**What needs to be done**
Go through the records below and return each line that has "Datenschutzerklärung" in it.

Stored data
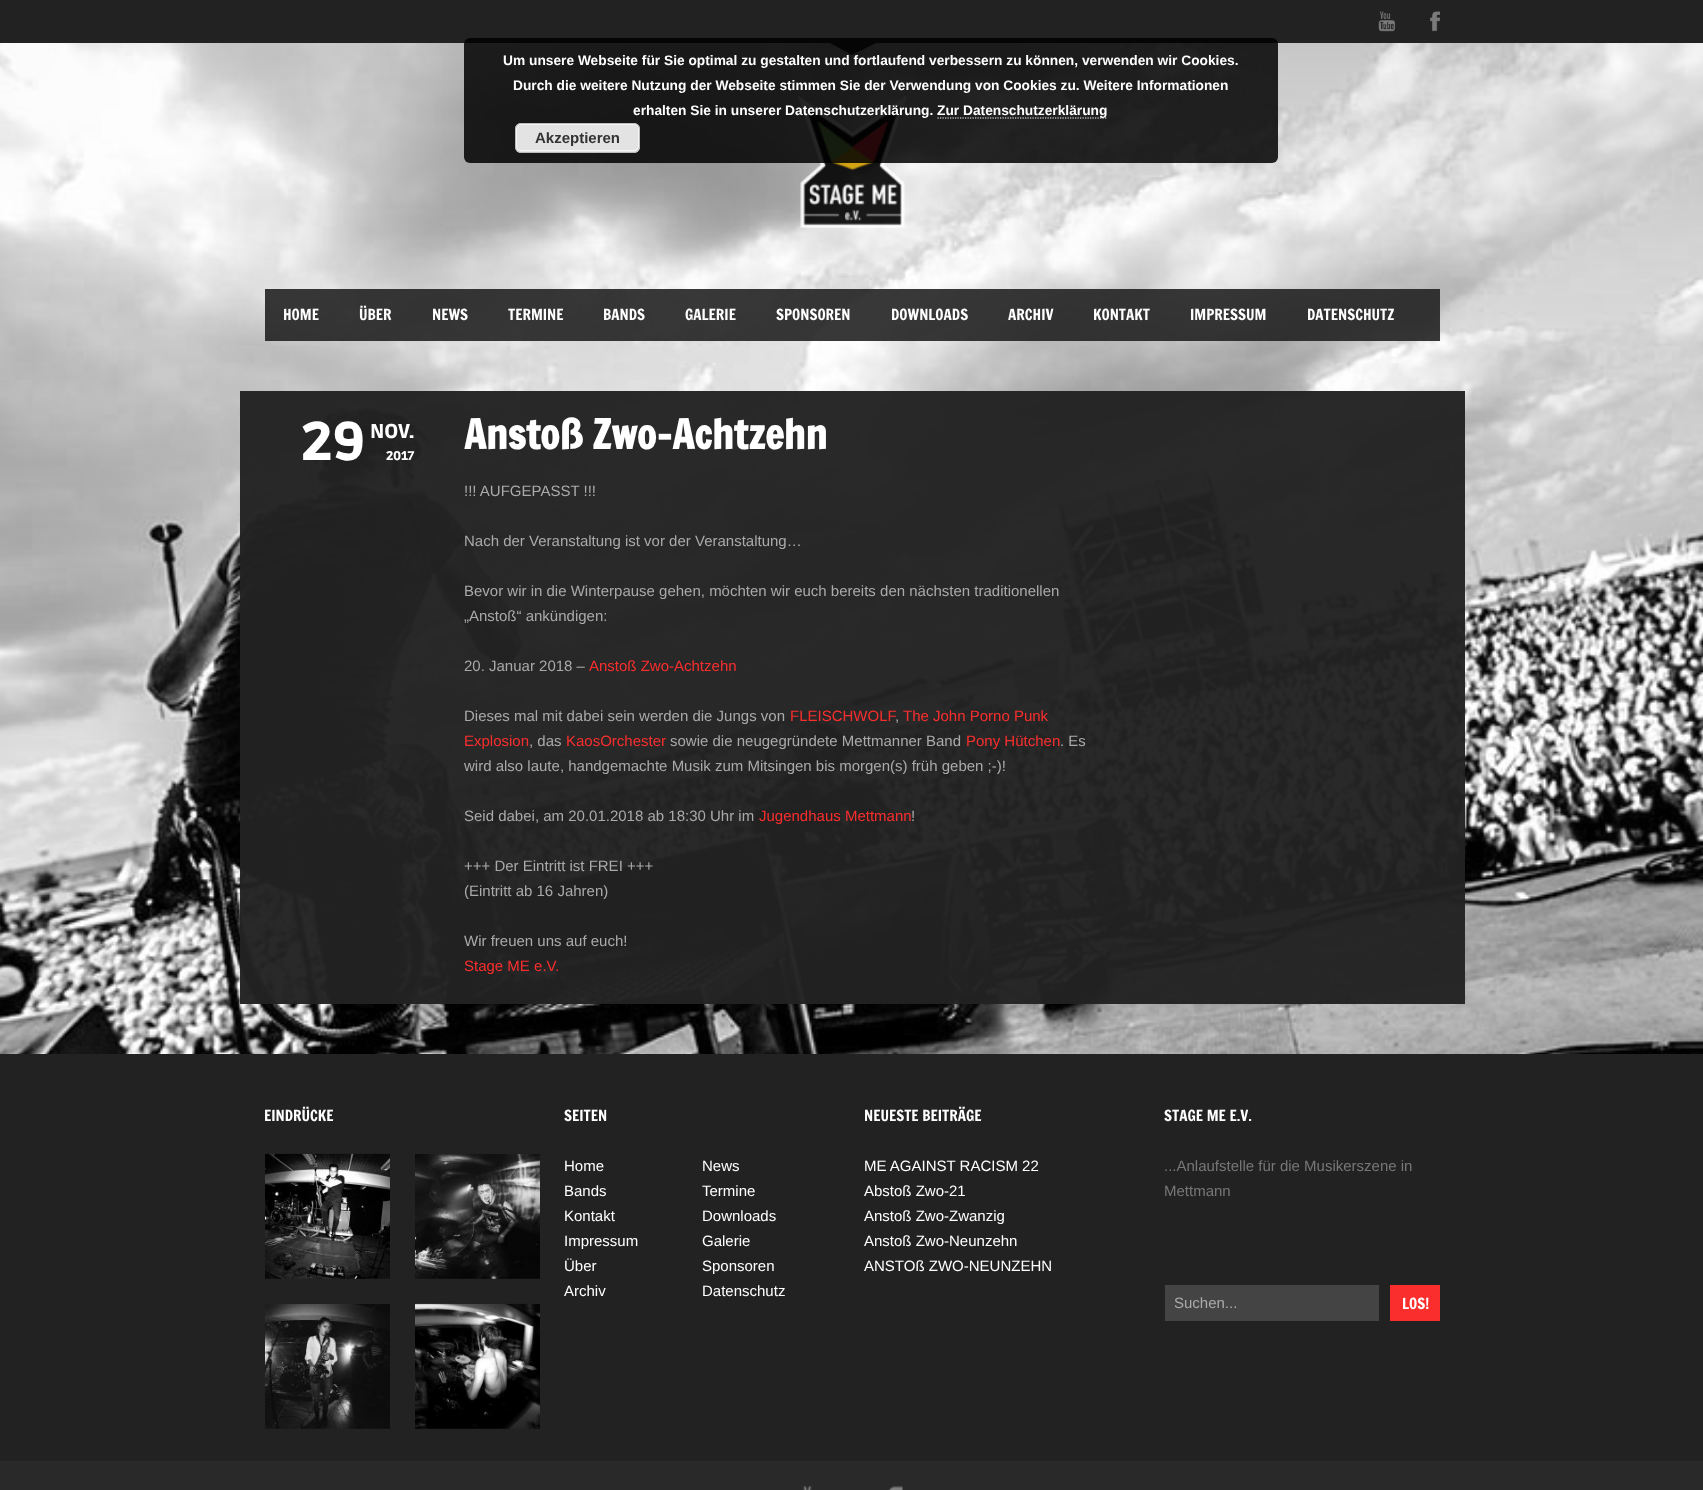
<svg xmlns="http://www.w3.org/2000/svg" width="1703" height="1490">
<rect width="100%" height="100%" fill="#fff"/>
<image x="0" y="43" width="1703" height="1011" href="media/1.png"/>
<path d="M828 42h50l-26 13z" fill="#222"/>
<rect width="1703" height="43" fill="#222"/>
<image x="797" y="96" width="110" height="132" href="media/4.png"/>
<rect x="464" y="38" width="814" height="125" rx="6" fill="#000000d9"/>
<text x="503" y="65" style="font-family:Liberation Sans;font-size:13.75px;font-weight:bold;fill:#fff">Um unsere Webseite für Sie optimal zu gestalten und fortlaufend verbessern zu können, verwenden wir Cookies.</text>
<text x="513" y="90" style="font-family:Liberation Sans;font-size:13.75px;font-weight:bold;fill:#fff">Durch die weitere Nutzung der Webseite stimmen Sie der Verwendung von Cookies zu. Weitere Informationen</text>
<text x="633" y="115" style="font-family:Liberation Sans;font-size:13.75px;font-weight:bold;fill:#fff">erhalten Sie in unserer Datenschutzerklärung.</text>
<path d="M937.5 118h170" fill="none" stroke="#fff" stroke-width="1.2" stroke-dasharray="1.25 1.25"/>
<text x="937" y="115" style="font-family:Liberation Sans;font-size:13.75px;font-weight:bold;fill:#fff">Zur Datenschutzerklärung</text>
<rect x="515" y="123" width="125" height="30" rx="6" fill="#e3e3e3"/>
<rect x="516.5" y="124.5" width="122" height="26" rx="4.5" fill="none" stroke="#f6f6f6"/>
<rect x="515.5" y="123.5" width="124" height="29" rx="5.5" fill="none" stroke="#bbb"/>
<text x="535" y="143" style="font-family:Liberation Sans;font-size:15px;font-weight:bold;fill:#333">Akzeptieren</text>
<image x="1378" y="11" width="17" height="21" href="media/2.png"/>
<image x="1430" y="11" width="10" height="21" href="media/3.png"/>
<rect x="265" y="289" width="1175" height="52" fill="#222222e6"/>
<text x="283" y="320" style="font-family:Francois One;font-size:15px;fill:#fff">HOME</text>
<text x="359" y="320" style="font-family:Francois One;font-size:15px;fill:#fff">ÜBER</text>
<text x="432" y="320" style="font-family:Francois One;font-size:15px;fill:#fff">NEWS</text>
<text x="508" y="320" style="font-family:Francois One;font-size:15px;fill:#fff">TERMINE</text>
<text x="603" y="320" style="font-family:Francois One;font-size:15px;fill:#fff">BANDS</text>
<text x="685" y="320" style="font-family:Francois One;font-size:15px;fill:#fff">GALERIE</text>
<text x="776" y="320" style="font-family:Francois One;font-size:15px;fill:#fff">SPONSOREN</text>
<text x="891" y="320" style="font-family:Francois One;font-size:15px;fill:#fff">DOWNLOADS</text>
<text x="1008" y="320" style="font-family:Francois One;font-size:15px;fill:#fff">ARCHIV</text>
<text x="1093" y="320" style="font-family:Francois One;font-size:15px;fill:#fff">KONTAKT</text>
<text x="1190" y="320" style="font-family:Francois One;font-size:15px;fill:#fff">IMPRESSUM</text>
<text x="1307" y="320" style="font-family:Francois One;font-size:15px;fill:#fff">DATENSCHUTZ</text>
<rect x="240" y="391" width="1225" height="613" fill="#222222f7"/>
<text x="301" y="460" style="font-family:Ruda;font-size:54px;font-weight:900;fill:#fff">29</text>
<text x="370" y="438" style="font-family:Ruda;font-size:20px;font-weight:900;fill:#fff">NOV.</text>
<text x="386" y="460" style="font-family:Ruda;font-size:12.5px;font-weight:900;fill:#fff">2017</text>
<text x="464" y="449" style="font-family:Francois One;font-size:40px;font-weight:bold;fill:#fff">Anstoß Zwo-Achtzehn</text>
<text x="464" y="496" style="font-family:Liberation Sans;font-size:15px;fill:#aaa">!!! AUFGEPASST !!!</text>
<text x="464" y="546" style="font-family:Liberation Sans;font-size:15px;fill:#aaa">Nach der Veranstaltung ist vor der Veranstaltung…</text>
<text x="464" y="596" style="font-family:Liberation Sans;font-size:15px;fill:#aaa">Bevor wir in die Winterpause gehen, möchten wir euch bereits den nächsten traditionellen</text>
<text x="464" y="621" style="font-family:Liberation Sans;font-size:15px;fill:#aaa">„Anstoß“ ankündigen:</text>
<text x="464" y="671" style="font-family:Liberation Sans;font-size:15px;fill:#aaa">20. Januar 2018 –</text>
<text x="589" y="671" style="font-family:Liberation Sans;font-size:15px;fill:#fb2e2e">Anstoß Zwo-Achtzehn</text>
<text x="464" y="721" style="font-family:Liberation Sans;font-size:15px;fill:#aaa">Dieses mal mit dabei sein werden die Jungs von</text>
<text x="790" y="721" style="font-family:Liberation Sans;font-size:15px;fill:#fb2e2e">FLEISCHWOLF</text>
<text x="895" y="721" style="font-family:Liberation Sans;font-size:15px;fill:#aaa">,</text>
<text x="903" y="721" style="font-family:Liberation Sans;font-size:15px;fill:#fb2e2e">The John Porno Punk</text>
<text x="464" y="746" style="font-family:Liberation Sans;font-size:15px;fill:#fb2e2e">Explosion</text>
<text x="529" y="746" style="font-family:Liberation Sans;font-size:15px;fill:#aaa">, das</text>
<text x="566" y="746" style="font-family:Liberation Sans;font-size:15px;fill:#fb2e2e">KaosOrchester</text>
<text x="670" y="746" style="font-family:Liberation Sans;font-size:15px;fill:#aaa">sowie die neugegründete Mettmanner Band</text>
<text x="966" y="746" style="font-family:Liberation Sans;font-size:15px;fill:#fb2e2e">Pony Hütchen</text>
<text x="1060" y="746" style="font-family:Liberation Sans;font-size:15px;fill:#aaa">. Es</text>
<text x="464" y="771" style="font-family:Liberation Sans;font-size:15px;fill:#aaa">wird also laute, handgemachte Musik zum Mitsingen bis morgen(s) früh geben ;-)!</text>
<text x="464" y="821" style="font-family:Liberation Sans;font-size:15px;fill:#aaa">Seid dabei, am 20.01.2018 ab 18:30 Uhr im</text>
<text x="759" y="821" style="font-family:Liberation Sans;font-size:15px;fill:#fb2e2e">Jugendhaus Mettmann</text>
<text x="911" y="821" style="font-family:Liberation Sans;font-size:15px;fill:#aaa">!</text>
<text x="464" y="871" style="font-family:Liberation Sans;font-size:15px;fill:#aaa">+++ Der Eintritt ist FREI +++</text>
<text x="464" y="896" style="font-family:Liberation Sans;font-size:15px;fill:#aaa">(Eintritt ab 16 Jahren)</text>
<text x="464" y="946" style="font-family:Liberation Sans;font-size:15px;fill:#aaa">Wir freuen uns auf euch!</text>
<text x="464" y="971" style="font-family:Liberation Sans;font-size:15px;fill:#fb2e2e">Stage ME e.V.</text>
<rect y="1054" width="1703" height="407" fill="#222"/>
<text x="264" y="1121" style="font-family:Francois One;font-size:15px;fill:#fff">EINDRÜCKE</text>
<image x="265" y="1153" width="125" height="126" href="media/5.png"/>
<image x="415" y="1154" width="125" height="125" href="media/6.png"/>
<image x="265" y="1304" width="125" height="125" href="media/7.png"/>
<image x="415" y="1303" width="125" height="126" href="media/8.png"/>
<text x="564" y="1121" style="font-family:Francois One;font-size:15px;fill:#fff">SEITEN</text>
<text x="564" y="1171" style="font-family:Liberation Sans;font-size:15px;fill:#fff">Home</text>
<text x="702" y="1171" style="font-family:Liberation Sans;font-size:15px;fill:#fff">News</text>
<text x="564" y="1196" style="font-family:Liberation Sans;font-size:15px;fill:#fff">Bands</text>
<text x="702" y="1196" style="font-family:Liberation Sans;font-size:15px;fill:#fff">Termine</text>
<text x="564" y="1221" style="font-family:Liberation Sans;font-size:15px;fill:#fff">Kontakt</text>
<text x="702" y="1221" style="font-family:Liberation Sans;font-size:15px;fill:#fff">Downloads</text>
<text x="564" y="1246" style="font-family:Liberation Sans;font-size:15px;fill:#fff">Impressum</text>
<text x="702" y="1246" style="font-family:Liberation Sans;font-size:15px;fill:#fff">Galerie</text>
<text x="564" y="1271" style="font-family:Liberation Sans;font-size:15px;fill:#fff">Über</text>
<text x="702" y="1271" style="font-family:Liberation Sans;font-size:15px;fill:#fff">Sponsoren</text>
<text x="564" y="1296" style="font-family:Liberation Sans;font-size:15px;fill:#fff">Archiv</text>
<text x="702" y="1296" style="font-family:Liberation Sans;font-size:15px;fill:#fff">Datenschutz</text>
<text x="864" y="1121" style="font-family:Francois One;font-size:15px;fill:#fff">NEUESTE BEITRÄGE</text>
<text x="864" y="1171" style="font-family:Liberation Sans;font-size:15px;fill:#fff">ME AGAINST RACISM 22</text>
<text x="864" y="1196" style="font-family:Liberation Sans;font-size:15px;fill:#fff">Abstoß Zwo-21</text>
<text x="864" y="1221" style="font-family:Liberation Sans;font-size:15px;fill:#fff">Anstoß Zwo-Zwanzig</text>
<text x="864" y="1246" style="font-family:Liberation Sans;font-size:15px;fill:#fff">Anstoß Zwo-Neunzehn</text>
<text x="864" y="1271" style="font-family:Liberation Sans;font-size:15px;fill:#fff">ANSTOß ZWO-NEUNZEHN</text>
<text x="1164" y="1121" style="font-family:Francois One;font-size:15px;fill:#fff">STAGE ME E.V.</text>
<text x="1164" y="1171" style="font-family:Liberation Sans;font-size:15px;fill:#777">...Anlaufstelle für die Musikerszene in</text>
<text x="1164" y="1196" style="font-family:Liberation Sans;font-size:15px;fill:#777">Mettmann</text>
<rect x="1165" y="1285" width="214" height="36" fill="#444"/>
<text x="1174" y="1308" style="font-family:Liberation Sans;font-size:15px;fill:#aaa">Suchen...</text>
<rect x="1390" y="1285" width="50" height="36" fill="#fb2e2e"/>
<text x="1402" y="1309" style="font-family:Francois One;font-size:15px;fill:#fff">LOS!</text>
<rect y="1461" width="1703" height="29" fill="#292929"/>
<image x="803" y="1486" width="9" height="4" href="media/9.png"/>
<image x="888" y="1486" width="15" height="4" href="media/10.png"/>
</svg>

**Reply to the task**
<text x="633" y="115" style="font-family:Liberation Sans;font-size:13.75px;font-weight:bold;fill:#fff">erhalten Sie in unserer Datenschutzerklärung.</text>
<text x="937" y="115" style="font-family:Liberation Sans;font-size:13.75px;font-weight:bold;fill:#fff">Zur Datenschutzerklärung</text>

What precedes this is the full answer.